■ Problem statement
Copy every entry as is. Leave images out.

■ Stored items

BEGIN

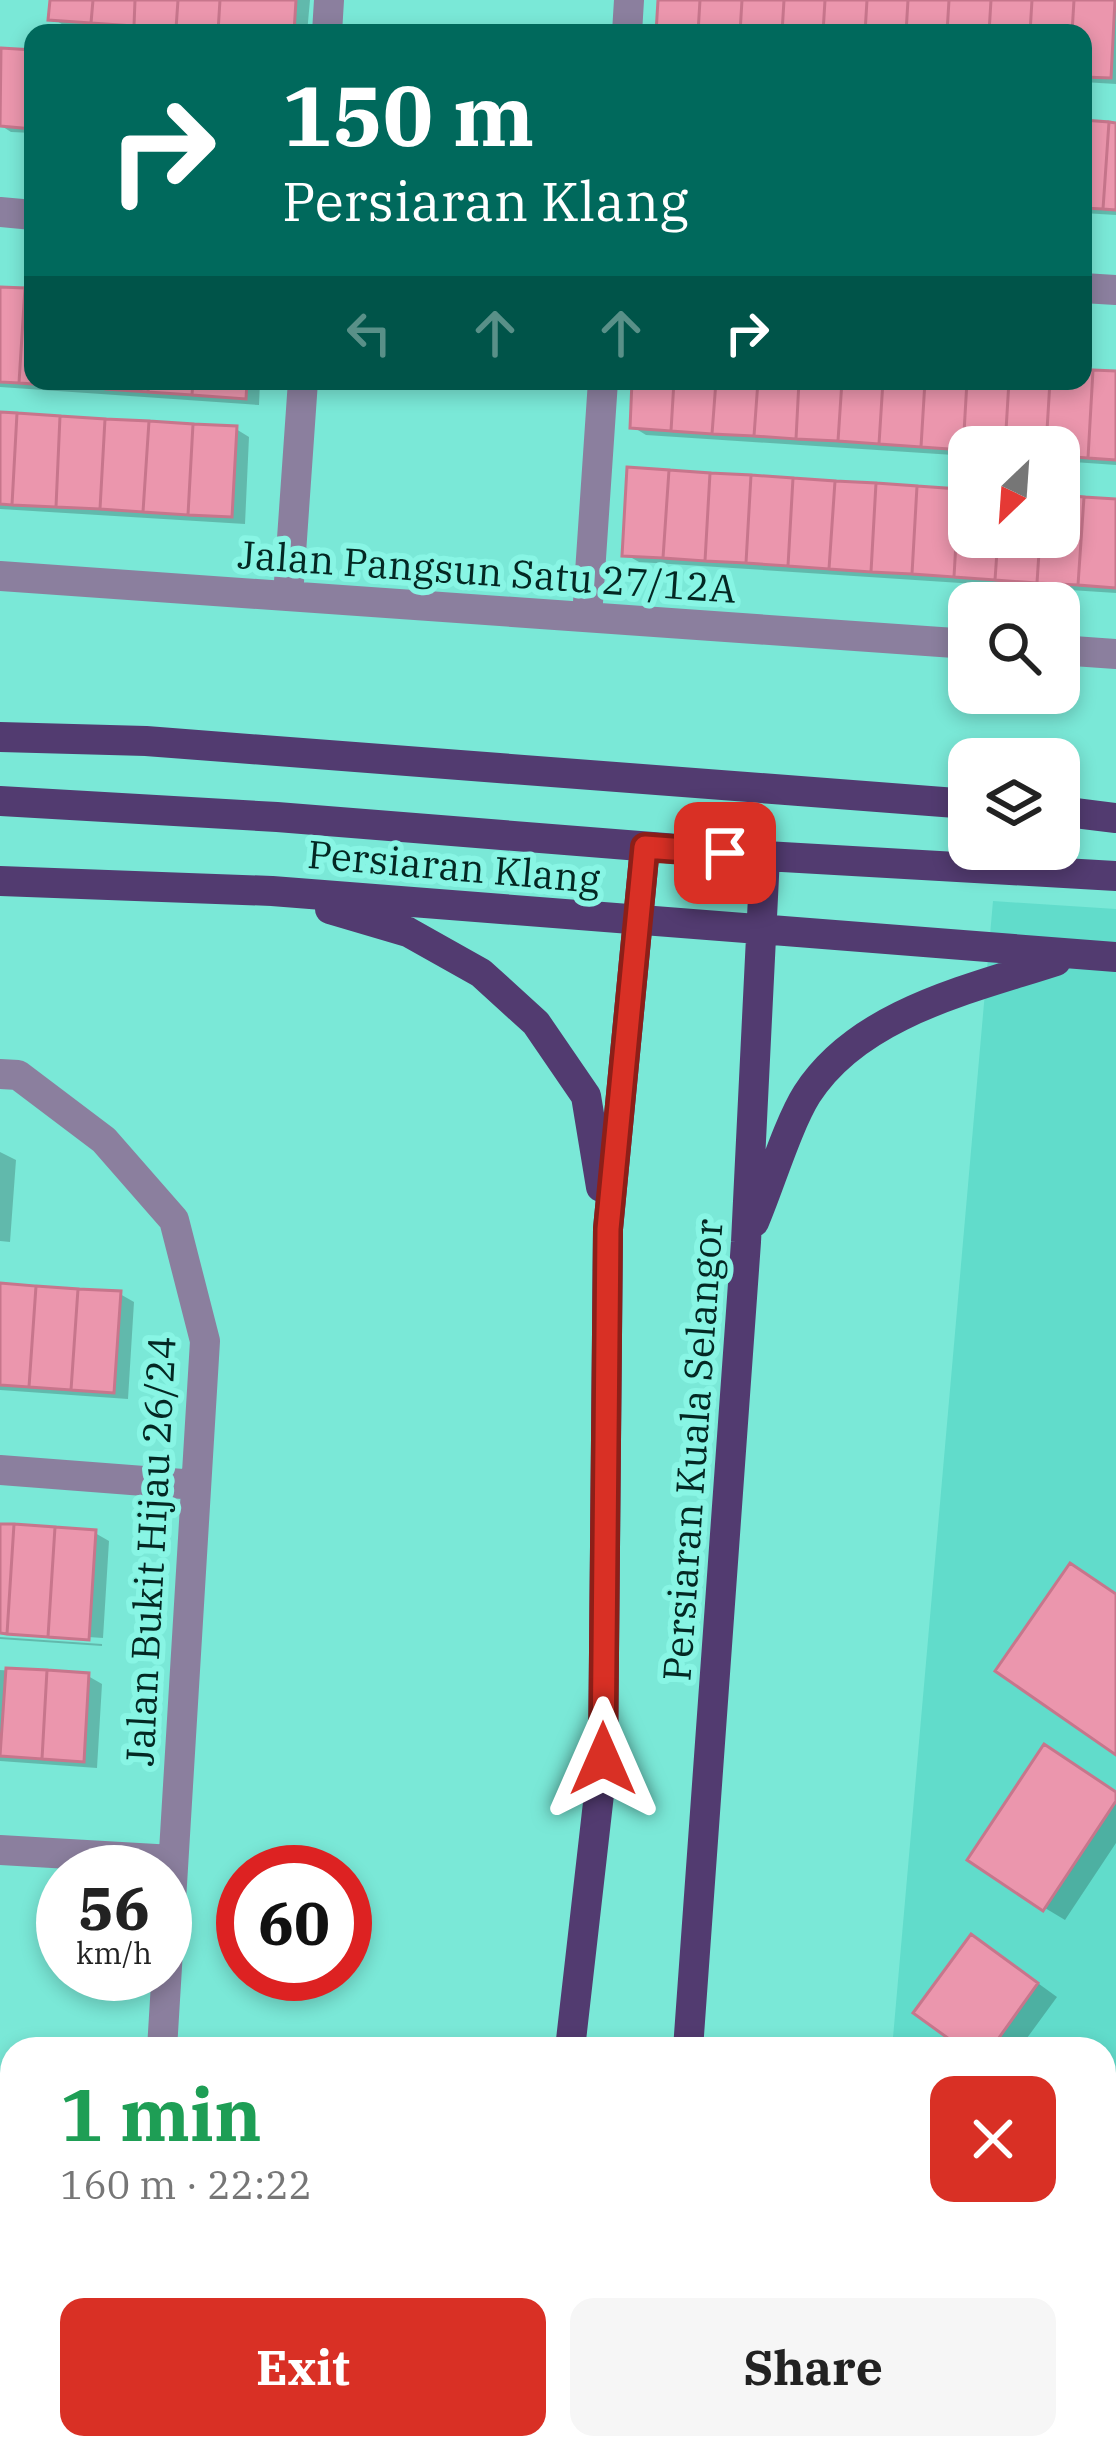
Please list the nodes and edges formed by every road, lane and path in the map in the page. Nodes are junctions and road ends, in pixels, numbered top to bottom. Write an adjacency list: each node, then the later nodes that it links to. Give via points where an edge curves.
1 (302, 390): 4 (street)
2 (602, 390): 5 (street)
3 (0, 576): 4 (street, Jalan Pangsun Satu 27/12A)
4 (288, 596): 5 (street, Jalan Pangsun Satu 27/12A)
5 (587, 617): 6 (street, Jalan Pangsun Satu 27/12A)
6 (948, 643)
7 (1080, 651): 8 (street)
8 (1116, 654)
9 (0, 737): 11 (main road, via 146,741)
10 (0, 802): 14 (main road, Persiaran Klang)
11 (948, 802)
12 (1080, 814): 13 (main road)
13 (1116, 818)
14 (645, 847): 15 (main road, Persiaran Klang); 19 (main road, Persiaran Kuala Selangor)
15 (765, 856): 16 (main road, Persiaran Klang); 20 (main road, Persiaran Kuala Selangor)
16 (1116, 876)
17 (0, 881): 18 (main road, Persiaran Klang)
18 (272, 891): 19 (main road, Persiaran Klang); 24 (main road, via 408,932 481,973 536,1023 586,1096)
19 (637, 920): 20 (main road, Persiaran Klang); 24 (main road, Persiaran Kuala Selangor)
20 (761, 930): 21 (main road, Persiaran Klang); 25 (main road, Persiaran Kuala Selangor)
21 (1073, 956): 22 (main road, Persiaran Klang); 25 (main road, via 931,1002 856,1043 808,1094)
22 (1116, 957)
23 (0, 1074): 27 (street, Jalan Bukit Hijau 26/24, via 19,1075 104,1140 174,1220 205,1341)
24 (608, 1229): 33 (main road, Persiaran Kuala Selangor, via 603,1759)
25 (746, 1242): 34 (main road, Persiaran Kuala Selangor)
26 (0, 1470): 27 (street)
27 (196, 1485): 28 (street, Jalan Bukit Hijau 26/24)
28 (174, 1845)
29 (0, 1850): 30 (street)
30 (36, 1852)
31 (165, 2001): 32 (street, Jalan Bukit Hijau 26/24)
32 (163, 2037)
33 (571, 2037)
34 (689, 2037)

END

■ Answer area
Please list the nodes and edges formed by every road, lane and path in the map in the page. Nodes are junctions and road ends, in pixels, numbered top to bottom. Write an adjacency list: each node, then the later nodes that it links to. Give via points where an edge curves.
1 (302, 390): 4 (street)
2 (602, 390): 5 (street)
3 (0, 576): 4 (street, Jalan Pangsun Satu 27/12A)
4 (288, 596): 5 (street, Jalan Pangsun Satu 27/12A)
5 (587, 617): 6 (street, Jalan Pangsun Satu 27/12A)
6 (948, 643)
7 (1080, 651): 8 (street)
8 (1116, 654)
9 (0, 737): 11 (main road, via 146,741)
10 (0, 802): 14 (main road, Persiaran Klang)
11 (948, 802)
12 (1080, 814): 13 (main road)
13 (1116, 818)
14 (645, 847): 15 (main road, Persiaran Klang); 19 (main road, Persiaran Kuala Selangor)
15 (765, 856): 16 (main road, Persiaran Klang); 20 (main road, Persiaran Kuala Selangor)
16 (1116, 876)
17 (0, 881): 18 (main road, Persiaran Klang)
18 (272, 891): 19 (main road, Persiaran Klang); 24 (main road, via 408,932 481,973 536,1023 586,1096)
19 (637, 920): 20 (main road, Persiaran Klang); 24 (main road, Persiaran Kuala Selangor)
20 (761, 930): 21 (main road, Persiaran Klang); 25 (main road, Persiaran Kuala Selangor)
21 (1073, 956): 22 (main road, Persiaran Klang); 25 (main road, via 931,1002 856,1043 808,1094)
22 (1116, 957)
23 (0, 1074): 27 (street, Jalan Bukit Hijau 26/24, via 19,1075 104,1140 174,1220 205,1341)
24 (608, 1229): 33 (main road, Persiaran Kuala Selangor, via 603,1759)
25 (746, 1242): 34 (main road, Persiaran Kuala Selangor)
26 (0, 1470): 27 (street)
27 (196, 1485): 28 (street, Jalan Bukit Hijau 26/24)
28 (174, 1845)
29 (0, 1850): 30 (street)
30 (36, 1852)
31 (165, 2001): 32 (street, Jalan Bukit Hijau 26/24)
32 (163, 2037)
33 (571, 2037)
34 (689, 2037)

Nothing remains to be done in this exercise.